*What is expected*
The response should hold every record from the listing that follows, verbatim, and no pictures.

*Data*
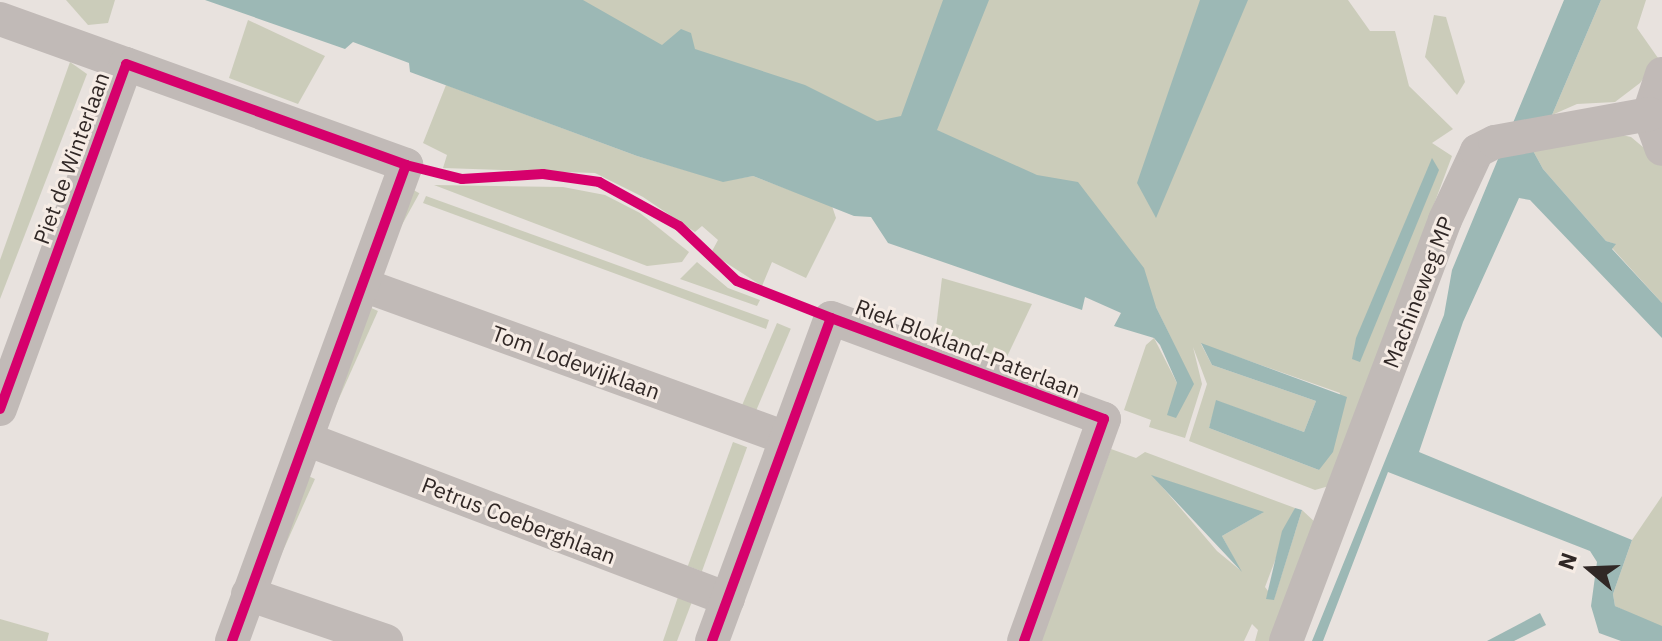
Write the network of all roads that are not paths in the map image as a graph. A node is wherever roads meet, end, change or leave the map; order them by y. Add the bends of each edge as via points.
1 (0, 19) edge
2 (126, 64) junction
3 (1662, 74) edge
4 (1649, 114) junction
5 (1662, 149) edge
6 (366, 286) junction
7 (14, 327) edge
8 (0, 409) edge
9 (786, 438) junction
10 (309, 440) junction
11 (248, 594) junction
12 (728, 599) junction
13 (232, 641) edge
14 (386, 641) edge
15 (712, 641) edge
16 (1024, 641) edge
17 (1286, 641) edge

1 - 2 street
2 - 6 street, Piet de Winterlaan via 406,165
2 - 7 street, Piet de Winterlaan
3 - 4 street
4 - 5 street
4 - 17 street, Machineweg MP via 1495,142 1477,151
6 - 9 street, Tom Lodewijklaan
6 - 10 street, Piet de Winterlaan
7 - 8 street, Piet de Winterlaan
9 - 12 street, Riek Blokland-Paterlaan
9 - 16 street, Riek Blokland-Paterlaan via 831,318 1104,419
10 - 11 street, Piet de Winterlaan
10 - 12 street, Petrus Coeberghlaan
11 - 13 street, Piet de Winterlaan
11 - 14 street
12 - 15 street, Riek Blokland-Paterlaan

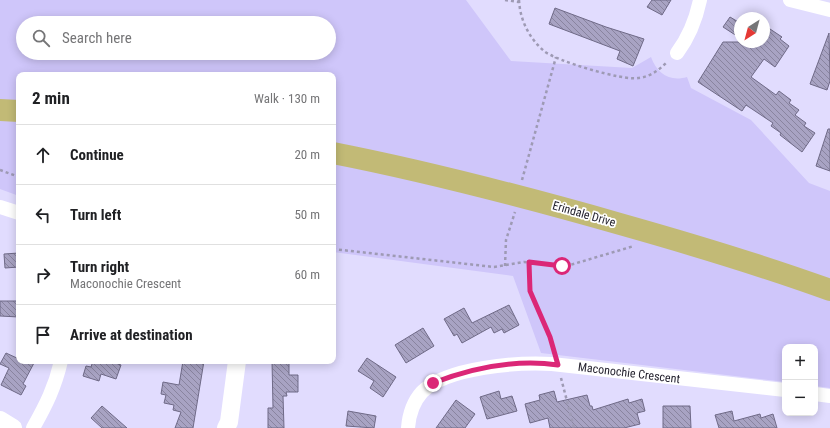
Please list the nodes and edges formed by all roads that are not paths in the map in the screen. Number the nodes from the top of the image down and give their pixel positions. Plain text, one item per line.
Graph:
1 (700, 0) edge
2 (790, 0) edge
3 (830, 10) edge
4 (677, 53) road end
5 (0, 110) edge
6 (16, 111) edge
7 (336, 153) edge
8 (0, 207) edge
9 (16, 212) edge
10 (792, 276) junction
11 (830, 278) edge
12 (830, 290) edge
13 (59, 364) edge
14 (237, 364) edge
15 (782, 390) edge
16 (818, 394) edge
17 (830, 396) edge
18 (0, 420) edge
19 (229, 426) edge
20 (13, 428) edge
21 (33, 428) edge
22 (408, 428) edge

1 - 4 street
2 - 3 street
5 - 6 main road
7 - 10 main road, Erindale Drive
8 - 9 street
10 - 11 main road
10 - 12 main road, Erindale Drive
13 - 21 street
14 - 19 street
15 - 22 street, Maconochie Crescent
16 - 17 street
18 - 20 street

*Solution to this exercise*
Write the network of all roads that are not paths in the map image as a graph. A node is wherever roads meet, end, change or leave the map; order them by y. Add the bends of each edge as via points.
1 (0, 19) edge
2 (126, 64) junction
3 (1662, 74) edge
4 (1649, 114) junction
5 (1662, 149) edge
6 (366, 286) junction
7 (14, 327) edge
8 (0, 409) edge
9 (786, 438) junction
10 (309, 440) junction
11 (248, 594) junction
12 (728, 599) junction
13 (232, 641) edge
14 (386, 641) edge
15 (712, 641) edge
16 (1024, 641) edge
17 (1286, 641) edge

1 - 2 street
2 - 6 street, Piet de Winterlaan via 406,165
2 - 7 street, Piet de Winterlaan
3 - 4 street
4 - 5 street
4 - 17 street, Machineweg MP via 1495,142 1477,151
6 - 9 street, Tom Lodewijklaan
6 - 10 street, Piet de Winterlaan
7 - 8 street, Piet de Winterlaan
9 - 12 street, Riek Blokland-Paterlaan
9 - 16 street, Riek Blokland-Paterlaan via 831,318 1104,419
10 - 11 street, Piet de Winterlaan
10 - 12 street, Petrus Coeberghlaan
11 - 13 street, Piet de Winterlaan
11 - 14 street
12 - 15 street, Riek Blokland-Paterlaan

Please list the nodes and edges formed by all roads that are not paths in the map in the screen. Number the nodes from the top of the image down and give their pixel positions. Plain text, one item per line.
Graph:
1 (700, 0) edge
2 (790, 0) edge
3 (830, 10) edge
4 (677, 53) road end
5 (0, 110) edge
6 (16, 111) edge
7 (336, 153) edge
8 (0, 207) edge
9 (16, 212) edge
10 (792, 276) junction
11 (830, 278) edge
12 (830, 290) edge
13 (59, 364) edge
14 (237, 364) edge
15 (782, 390) edge
16 (818, 394) edge
17 (830, 396) edge
18 (0, 420) edge
19 (229, 426) edge
20 (13, 428) edge
21 (33, 428) edge
22 (408, 428) edge

1 - 4 street
2 - 3 street
5 - 6 main road
7 - 10 main road, Erindale Drive
8 - 9 street
10 - 11 main road
10 - 12 main road, Erindale Drive
13 - 21 street
14 - 19 street
15 - 22 street, Maconochie Crescent
16 - 17 street
18 - 20 street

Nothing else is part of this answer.